En correspondencia con lo descrito por la Ley Nº 025, el Código Procesal Civil establece que las nulidades procesales con criterio restringido, cuyas disposiciones legales se encuentran del art. 105 al 109, siendo la nulidad una excepción que procede según dispone, bajo dos presupuestos legales indispensables; es decir cuando la irregularidad procesal vulnere el derecho a la defensa y que esa situación haya sido reclamada de manera oportuna por la parte afectada, conforme disponen los artículos citados.
Es en este entendido, siendo que la normativa antes analizada hace referencia a que uno de los presupuestos en que procede la nulidad, se produce cuando en el proceso existe evidente vulneración al derecho a la defensa, que es irrenunciable e irrestricto por lo que de existir alguna conculcación al mismo se puede acusar en todo el desarrollo del proceso, que se encuentra consagrado en el art. 119.II de la CPE, que establece: “toda persona tiene derecho inviolable a la defensa…”, en este entendido respecto al derecho a la defensa el Tribunal Constitucional Plurinacional señaló en la SCP Nº 0135/2013 de 1 de febrero, que: “Al respecto la jurisprudencia constitucional a través de la SC Nª 2777/2010-R de 10 de diciembre, ratificó el entendimiento de las SSCC Nros. 0183/2010-R y 1534/2003-R, precisando que el derecho a la defensa es la: “'…potestad inviolable del individuo a ser escuchado en juicio presentando las pruebas que estime convenientes en su descargo, haciendo uso efectivo de los recursos que la ley le franquea. Asimismo, implica la observancia del conjunto de requisitos de cada instancia procesal en las mismas condiciones con quien lo procesa, a fin de que las personas puedan defenderse adecuadamente ante cualquier tipo de acto emanado del Estado que pueda afectar sus derechos.', entendimiento ratificado por la SC Nº 0183/2010-R de 24 de mayo, que además precisó que el derecho a la defensa se extiende: '…i) Al derecho a ser escuchado en el proceso; ii) Al derecho a presentar prueba; iii) Al derecho a hacer uso de los recursos; y, iv) Al derecho a la observancia de los requisitos de cada instancia procesal, que actualmente se encuentra contemplado en el art. 119.II de la CPE'”.

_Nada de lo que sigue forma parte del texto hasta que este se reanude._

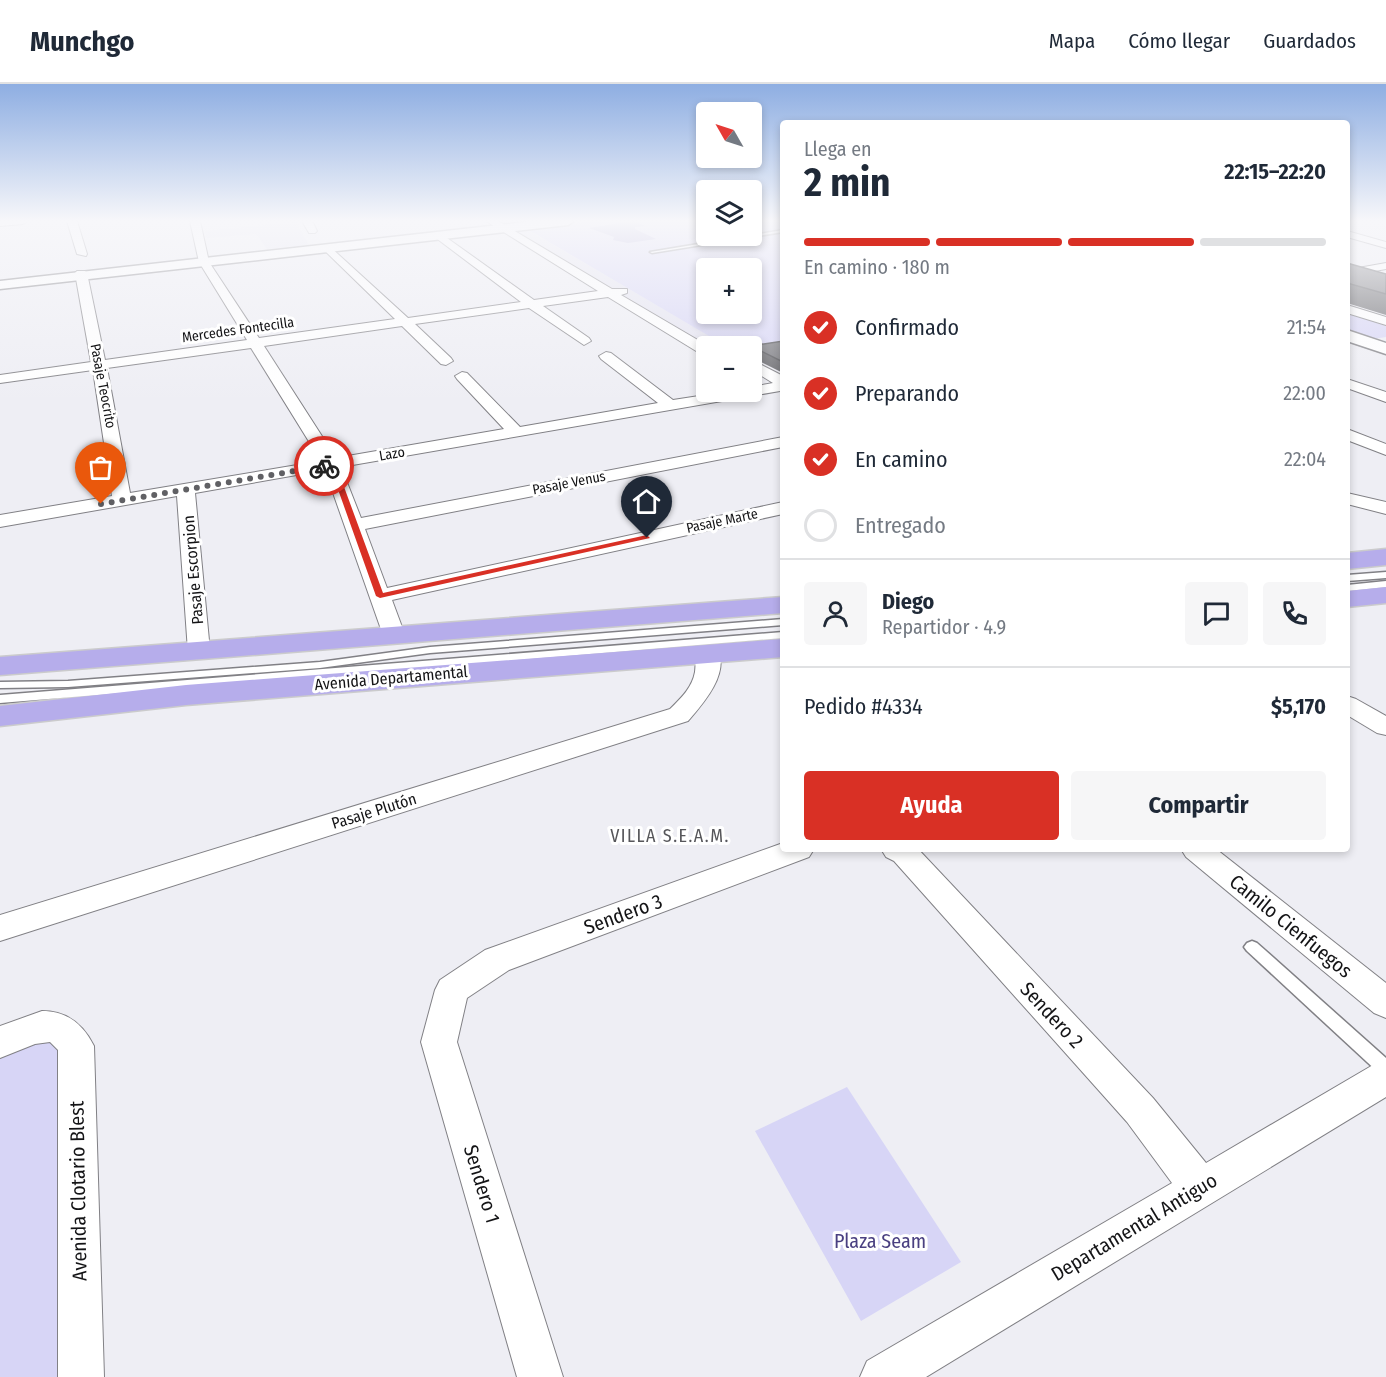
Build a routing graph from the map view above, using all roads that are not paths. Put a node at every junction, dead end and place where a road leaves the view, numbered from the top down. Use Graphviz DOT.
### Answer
graph roads {
  1 [pos="22,281"];
  2 [pos="82,281"];
  3 [pos="217,281"];
  4 [pos="364,281"];
  5 [pos="501,281"];
  6 [pos="589,281"];
  7 [pos="605,281"];
  8 [pos="0,284"];
  9 [pos="622,291"];
  10 [pos="607,293"];
  11 [pos="532,304"];
  12 [pos="1350,310"];
  13 [pos="1386,321"];
  14 [pos="406,322"];
  15 [pos="703,336"];
  16 [pos="1350,336"];
  17 [pos="584,341"];
  18 [pos="257,343"];
  19 [pos="696,345"];
  20 [pos="1386,348"];
  21 [pos="606,356"];
  22 [pos="446,361"];
  23 [pos="99,365"];
  24 [pos="762,370"];
  25 [pos="462,376"];
  26 [pos="0,379"];
  27 [pos="780,380"];
  28 [pos="762,384"];
  29 [pos="1350,385"];
  30 [pos="780,387"];
  31 [pos="780,387"];
  32 [pos="1386,397"];
  33 [pos="671,406"];
  34 [pos="516,432"];
  35 [pos="1350,435"];
  36 [pos="780,443"];
  37 [pos="1386,450"];
  38 [pos="332,465"];
  39 [pos="186,489"];
  40 [pos="1350,499"];
  41 [pos="122,500"];
  42 [pos="1386,507"];
  43 [pos="780,509"];
  44 [pos="0,521"];
  45 [pos="354,525"];
  46 [pos="1386,558"];
  47 [pos="1350,561"];
  48 [pos="1386,575"];
  49 [pos="1350,578"];
  50 [pos="1386,584"];
  51 [pos="1350,588"];
  52 [pos="1386,595"];
  53 [pos="380,596"];
  54 [pos="1350,598"];
  55 [pos="780,605"];
  56 [pos="780,622"];
  57 [pos="394,635"];
  58 [pos="780,635"];
  59 [pos="780,648"];
  60 [pos="199,651"];
  61 [pos="708,652"];
  62 [pos="0,666"];
  63 [pos="0,685"];
  64 [pos="0,699"];
  65 [pos="1351,711"];
  66 [pos="0,716"];
  67 [pos="1386,727"];
  68 [pos="791,852"];
  69 [pos="901,852"];
  70 [pos="1200,852"];
  71 [pos="0,928"];
  72 [pos="1252,947"];
  73 [pos="452,990"];
  74 [pos="1386,1004"];
  75 [pos="0,1042"];
  76 [pos="1386,1069"];
  77 [pos="1386,1077"];
  78 [pos="1200,1187"];
  79 [pos="904,1372"];
  80 [pos="81,1377"];
  81 [pos="540,1377"];
  1 -- 8 [label="street"];
  2 -- 23 [label="street, Pasaje Teocrito"];
  3 -- 18 [label="street"];
  4 -- 14 [label="street"];
  5 -- 11 [label="street"];
  6 -- 10 [label="street"];
  7 -- 9 [label="street"];
  9 -- 10 [label="street, Mercedes Fontecilla"];
  9 -- 15 [label="street"];
  10 -- 11 [label="street, Mercedes Fontecilla"];
  10 -- 19 [label="street"];
  11 -- 14 [label="street, Mercedes Fontecilla"];
  11 -- 17 [label="street"];
  12 -- 13 [label="street"];
  14 -- 18 [label="street, Mercedes Fontecilla"];
  14 -- 22 [label="street"];
  16 -- 20 [label="street"];
  18 -- 23 [label="street, Mercedes Fontecilla"];
  18 -- 38 [label="street"];
  21 -- 33 [label="street"];
  23 -- 26 [label="street, Mercedes Fontecilla"];
  23 -- 41 [label="street, Pasaje Teocrito"];
  24 -- 27 [label="street"];
  25 -- 34 [label="street"];
  28 -- 31 [label="street"];
  29 -- 32 [label="street"];
  30 -- 33 [label="street, Lazo"];
  33 -- 34 [label="street, Lazo"];
  34 -- 38 [label="street, Lazo"];
  35 -- 37 [label="street"];
  36 -- 45 [label="street, Pasaje Venus"];
  38 -- 39 [label="street, Lazo"];
  38 -- 45 [label="street"];
  39 -- 41 [label="street, Lazo"];
  39 -- 60 [label="street, Pasaje Escorpion"];
  40 -- 42 [label="street"];
  41 -- 44 [label="street, Lazo"];
  43 -- 53 [label="street, Pasaje Marte"];
  45 -- 53 [label="street"];
  46 -- 47 [label="main road"];
  48 -- 49 [label="lane"];
  50 -- 51 [label="lane"];
  52 -- 54 [label="main road"];
  53 -- 57 [label="street"];
  55 -- 57 [label="main road"];
  56 -- 63 [label="lane"];
  57 -- 60 [label="main road"];
  58 -- 64 [label="lane"];
  59 -- 61 [label="main road, Avenida Departamental"];
  60 -- 62 [label="main road"];
  61 -- 66 [label="main road, Avenida Departamental"];
  61 -- 71 [label="street, Pasaje Plutón"];
  65 -- 67 [label="street"];
  68 -- 73 [label="street, Sendero 3"];
  69 -- 78 [label="street, Sendero 2"];
  70 -- 74 [label="street, Camilo Cienfuegos"];
  72 -- 76 [label="lane"];
  73 -- 81 [label="street, Sendero 1"];
  75 -- 80 [label="street, Avenida Clotario Blest"];
  77 -- 78 [label="street, Departamental Antiguo"];
  78 -- 79 [label="street, Departamental Antiguo"];
}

En atención a lo mencionado, se infiere que uno de los elementos de la garantía del debido proceso, es el derecho fundamental a la defensa consagrado en el art. 115.II de la CPE, que a decir de la SC Nº 1842/2003-R de 12 de diciembre, citada en la SC Nº 0206/2010-R de 24 de mayo, tiene dos connotaciones: “…la primera es el derecho que tienen las personas, cuando se encuentran sometidas a un proceso con formalidades específicas, a tener una persona idónea que pueda patrocinarles y defenderles oportunamente, mientras que la segunda es el derecho que precautela a las personas para que en los procesos que se les inicia, tengan conocimiento y acceso de los actuados e impugnen los mismos en igualdad de condiciones conforme a procedimiento preestablecido y por ello es inviolable por las personas o autoridades que impidan o restrinjan su ejercicio, por ello en caso de constatarse la restricción al derecho fundamental a la defensa, se abre la posibilidad de ser tutelado mediante el amparo constitucional, ahora acción de amparo constitucional”.